* _Problem requirements_
When a line in the listing below contains the word "paths", return a copy of that line.

* _Exercise material_
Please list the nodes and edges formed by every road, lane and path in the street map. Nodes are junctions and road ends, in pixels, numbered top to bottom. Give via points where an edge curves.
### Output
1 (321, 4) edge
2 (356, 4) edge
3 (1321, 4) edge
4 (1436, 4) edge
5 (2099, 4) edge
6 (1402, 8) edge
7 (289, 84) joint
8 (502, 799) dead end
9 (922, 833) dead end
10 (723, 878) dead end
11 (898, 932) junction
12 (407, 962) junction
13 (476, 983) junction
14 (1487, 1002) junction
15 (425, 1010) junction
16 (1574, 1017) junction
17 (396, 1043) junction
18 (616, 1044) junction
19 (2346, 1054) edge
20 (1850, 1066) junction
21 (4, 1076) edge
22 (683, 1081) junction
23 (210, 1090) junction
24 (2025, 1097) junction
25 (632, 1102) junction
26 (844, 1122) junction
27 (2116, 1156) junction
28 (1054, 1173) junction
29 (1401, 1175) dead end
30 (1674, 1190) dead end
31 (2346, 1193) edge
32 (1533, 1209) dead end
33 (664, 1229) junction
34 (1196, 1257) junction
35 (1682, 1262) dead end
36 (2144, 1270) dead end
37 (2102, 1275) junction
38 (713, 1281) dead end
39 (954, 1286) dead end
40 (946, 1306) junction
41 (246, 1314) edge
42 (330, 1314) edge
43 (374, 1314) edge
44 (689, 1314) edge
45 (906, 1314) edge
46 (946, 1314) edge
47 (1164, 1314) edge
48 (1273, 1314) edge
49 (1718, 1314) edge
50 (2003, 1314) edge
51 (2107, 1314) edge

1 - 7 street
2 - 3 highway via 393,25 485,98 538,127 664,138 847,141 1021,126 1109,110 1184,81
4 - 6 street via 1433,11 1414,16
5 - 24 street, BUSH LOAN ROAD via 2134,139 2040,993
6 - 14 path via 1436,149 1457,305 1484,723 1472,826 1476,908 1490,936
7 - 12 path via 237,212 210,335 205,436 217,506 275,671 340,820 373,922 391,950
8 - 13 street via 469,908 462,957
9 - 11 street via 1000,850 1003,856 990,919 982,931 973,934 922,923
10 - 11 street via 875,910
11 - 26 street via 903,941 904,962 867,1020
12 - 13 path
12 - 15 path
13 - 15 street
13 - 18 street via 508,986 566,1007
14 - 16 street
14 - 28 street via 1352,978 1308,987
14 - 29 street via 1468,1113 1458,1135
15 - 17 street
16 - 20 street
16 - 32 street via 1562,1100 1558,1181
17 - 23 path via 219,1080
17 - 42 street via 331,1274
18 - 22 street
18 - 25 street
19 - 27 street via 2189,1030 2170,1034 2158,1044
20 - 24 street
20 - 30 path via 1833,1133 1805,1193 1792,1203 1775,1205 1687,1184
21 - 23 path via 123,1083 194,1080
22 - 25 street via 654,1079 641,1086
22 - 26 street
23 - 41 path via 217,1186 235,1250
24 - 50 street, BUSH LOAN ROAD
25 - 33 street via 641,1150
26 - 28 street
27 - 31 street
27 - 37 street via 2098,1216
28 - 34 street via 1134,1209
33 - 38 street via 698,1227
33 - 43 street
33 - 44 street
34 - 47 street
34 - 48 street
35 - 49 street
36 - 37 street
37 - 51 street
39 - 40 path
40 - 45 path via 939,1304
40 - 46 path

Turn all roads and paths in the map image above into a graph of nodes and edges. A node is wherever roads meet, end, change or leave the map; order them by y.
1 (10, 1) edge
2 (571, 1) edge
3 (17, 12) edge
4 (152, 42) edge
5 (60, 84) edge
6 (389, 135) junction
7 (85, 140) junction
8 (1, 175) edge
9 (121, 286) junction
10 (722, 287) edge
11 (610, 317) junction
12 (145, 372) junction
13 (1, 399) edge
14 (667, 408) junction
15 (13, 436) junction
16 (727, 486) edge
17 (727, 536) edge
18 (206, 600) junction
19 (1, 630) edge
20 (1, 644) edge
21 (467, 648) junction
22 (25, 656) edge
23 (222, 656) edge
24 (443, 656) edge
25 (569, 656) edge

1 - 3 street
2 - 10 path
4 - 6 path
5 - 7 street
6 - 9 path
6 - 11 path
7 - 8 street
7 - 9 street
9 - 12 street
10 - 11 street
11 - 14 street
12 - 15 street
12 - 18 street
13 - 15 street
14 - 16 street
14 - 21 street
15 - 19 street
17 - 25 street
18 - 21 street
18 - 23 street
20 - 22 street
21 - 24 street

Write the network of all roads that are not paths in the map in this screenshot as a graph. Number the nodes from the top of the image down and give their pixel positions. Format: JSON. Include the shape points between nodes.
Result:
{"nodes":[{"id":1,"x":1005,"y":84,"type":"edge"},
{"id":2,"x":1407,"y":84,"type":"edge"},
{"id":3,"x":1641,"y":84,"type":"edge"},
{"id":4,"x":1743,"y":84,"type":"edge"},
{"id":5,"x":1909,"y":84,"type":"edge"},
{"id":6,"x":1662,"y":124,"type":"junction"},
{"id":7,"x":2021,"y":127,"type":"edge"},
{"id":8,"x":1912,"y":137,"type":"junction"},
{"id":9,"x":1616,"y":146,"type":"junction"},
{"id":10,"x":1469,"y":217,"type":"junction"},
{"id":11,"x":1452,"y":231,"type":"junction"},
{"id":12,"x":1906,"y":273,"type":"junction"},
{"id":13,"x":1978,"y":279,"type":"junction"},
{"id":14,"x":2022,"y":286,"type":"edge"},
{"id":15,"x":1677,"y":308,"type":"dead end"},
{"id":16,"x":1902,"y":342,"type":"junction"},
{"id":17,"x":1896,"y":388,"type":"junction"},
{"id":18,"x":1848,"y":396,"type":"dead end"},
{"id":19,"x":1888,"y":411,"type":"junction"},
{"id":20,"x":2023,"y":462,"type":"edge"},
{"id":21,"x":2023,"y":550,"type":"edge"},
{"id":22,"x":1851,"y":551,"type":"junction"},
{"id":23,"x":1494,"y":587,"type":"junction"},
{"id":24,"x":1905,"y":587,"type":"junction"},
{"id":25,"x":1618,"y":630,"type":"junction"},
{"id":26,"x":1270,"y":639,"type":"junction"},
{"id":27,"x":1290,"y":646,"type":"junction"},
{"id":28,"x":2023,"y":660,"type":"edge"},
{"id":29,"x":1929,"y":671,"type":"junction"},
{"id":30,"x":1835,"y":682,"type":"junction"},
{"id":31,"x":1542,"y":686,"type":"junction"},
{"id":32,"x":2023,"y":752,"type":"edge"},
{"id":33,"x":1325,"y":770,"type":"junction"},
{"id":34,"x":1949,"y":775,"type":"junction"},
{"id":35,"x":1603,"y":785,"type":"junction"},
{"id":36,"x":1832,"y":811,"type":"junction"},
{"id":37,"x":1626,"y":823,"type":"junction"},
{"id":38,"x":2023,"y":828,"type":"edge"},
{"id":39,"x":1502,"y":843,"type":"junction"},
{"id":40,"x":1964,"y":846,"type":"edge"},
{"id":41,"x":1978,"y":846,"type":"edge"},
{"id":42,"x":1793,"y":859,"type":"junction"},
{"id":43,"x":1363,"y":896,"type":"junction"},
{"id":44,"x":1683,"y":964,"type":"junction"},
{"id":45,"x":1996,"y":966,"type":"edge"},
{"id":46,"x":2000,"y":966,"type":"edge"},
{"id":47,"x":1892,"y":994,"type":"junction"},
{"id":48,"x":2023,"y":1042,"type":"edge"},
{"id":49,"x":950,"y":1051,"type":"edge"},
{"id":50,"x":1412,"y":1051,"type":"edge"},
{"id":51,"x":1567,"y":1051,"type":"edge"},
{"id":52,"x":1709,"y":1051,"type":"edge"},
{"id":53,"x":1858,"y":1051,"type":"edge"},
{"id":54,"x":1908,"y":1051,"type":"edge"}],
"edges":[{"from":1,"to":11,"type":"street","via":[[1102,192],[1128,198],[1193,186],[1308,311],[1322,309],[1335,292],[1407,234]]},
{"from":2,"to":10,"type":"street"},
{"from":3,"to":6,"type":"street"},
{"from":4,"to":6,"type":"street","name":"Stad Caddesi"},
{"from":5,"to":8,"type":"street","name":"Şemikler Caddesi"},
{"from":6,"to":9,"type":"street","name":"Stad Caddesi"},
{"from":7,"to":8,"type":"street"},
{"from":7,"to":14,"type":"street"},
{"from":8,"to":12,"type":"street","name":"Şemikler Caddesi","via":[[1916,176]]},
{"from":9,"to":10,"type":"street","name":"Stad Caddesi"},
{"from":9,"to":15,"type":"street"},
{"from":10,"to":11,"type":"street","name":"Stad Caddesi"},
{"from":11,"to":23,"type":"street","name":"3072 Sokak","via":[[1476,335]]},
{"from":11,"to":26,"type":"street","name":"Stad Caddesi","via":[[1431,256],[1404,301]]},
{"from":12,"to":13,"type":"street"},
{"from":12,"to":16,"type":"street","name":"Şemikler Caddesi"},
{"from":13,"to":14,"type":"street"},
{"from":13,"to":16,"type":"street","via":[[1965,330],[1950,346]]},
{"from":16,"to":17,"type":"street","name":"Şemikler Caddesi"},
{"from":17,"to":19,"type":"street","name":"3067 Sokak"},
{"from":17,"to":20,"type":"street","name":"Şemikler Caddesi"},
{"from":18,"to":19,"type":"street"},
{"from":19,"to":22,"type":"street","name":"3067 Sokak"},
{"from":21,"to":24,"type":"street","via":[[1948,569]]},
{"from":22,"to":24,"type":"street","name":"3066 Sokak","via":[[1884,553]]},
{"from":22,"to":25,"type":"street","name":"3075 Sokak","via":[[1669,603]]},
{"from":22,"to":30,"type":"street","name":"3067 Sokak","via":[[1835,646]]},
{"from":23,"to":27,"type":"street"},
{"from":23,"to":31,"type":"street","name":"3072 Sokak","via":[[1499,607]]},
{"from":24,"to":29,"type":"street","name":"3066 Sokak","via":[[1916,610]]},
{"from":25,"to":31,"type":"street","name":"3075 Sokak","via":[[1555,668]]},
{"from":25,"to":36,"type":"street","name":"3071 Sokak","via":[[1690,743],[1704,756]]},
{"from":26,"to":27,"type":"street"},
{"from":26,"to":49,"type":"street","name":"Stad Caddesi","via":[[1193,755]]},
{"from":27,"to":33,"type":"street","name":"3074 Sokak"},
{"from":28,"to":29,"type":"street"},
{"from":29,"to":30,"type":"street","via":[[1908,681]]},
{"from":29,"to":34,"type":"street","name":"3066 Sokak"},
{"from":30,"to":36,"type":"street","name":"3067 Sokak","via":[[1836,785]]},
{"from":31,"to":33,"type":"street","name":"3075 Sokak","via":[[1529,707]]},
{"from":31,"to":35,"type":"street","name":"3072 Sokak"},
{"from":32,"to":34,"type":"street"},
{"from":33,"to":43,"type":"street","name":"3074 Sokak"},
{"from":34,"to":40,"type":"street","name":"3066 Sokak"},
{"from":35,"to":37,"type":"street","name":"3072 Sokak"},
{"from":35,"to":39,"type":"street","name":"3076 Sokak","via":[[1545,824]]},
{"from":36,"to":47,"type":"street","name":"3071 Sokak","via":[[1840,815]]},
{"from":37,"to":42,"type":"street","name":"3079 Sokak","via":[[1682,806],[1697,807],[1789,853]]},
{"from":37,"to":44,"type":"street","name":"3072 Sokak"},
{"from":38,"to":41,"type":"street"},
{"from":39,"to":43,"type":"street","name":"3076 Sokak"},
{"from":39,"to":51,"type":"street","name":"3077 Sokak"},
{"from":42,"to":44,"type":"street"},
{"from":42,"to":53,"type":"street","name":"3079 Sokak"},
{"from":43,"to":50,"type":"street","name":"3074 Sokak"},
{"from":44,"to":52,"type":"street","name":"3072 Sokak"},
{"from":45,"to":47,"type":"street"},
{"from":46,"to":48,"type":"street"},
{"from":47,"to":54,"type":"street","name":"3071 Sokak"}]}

* _Answer to this problem_
Turn all roads and paths in the map image above into a graph of nodes and edges. A node is wherever roads meet, end, change or leave the map; order them by y.
Write the network of all roads that are not paths in the map in this screenshot as a graph. Number the nodes from the top of the image down and give their pixel positions. Format: JSON. Include the shape points between nodes.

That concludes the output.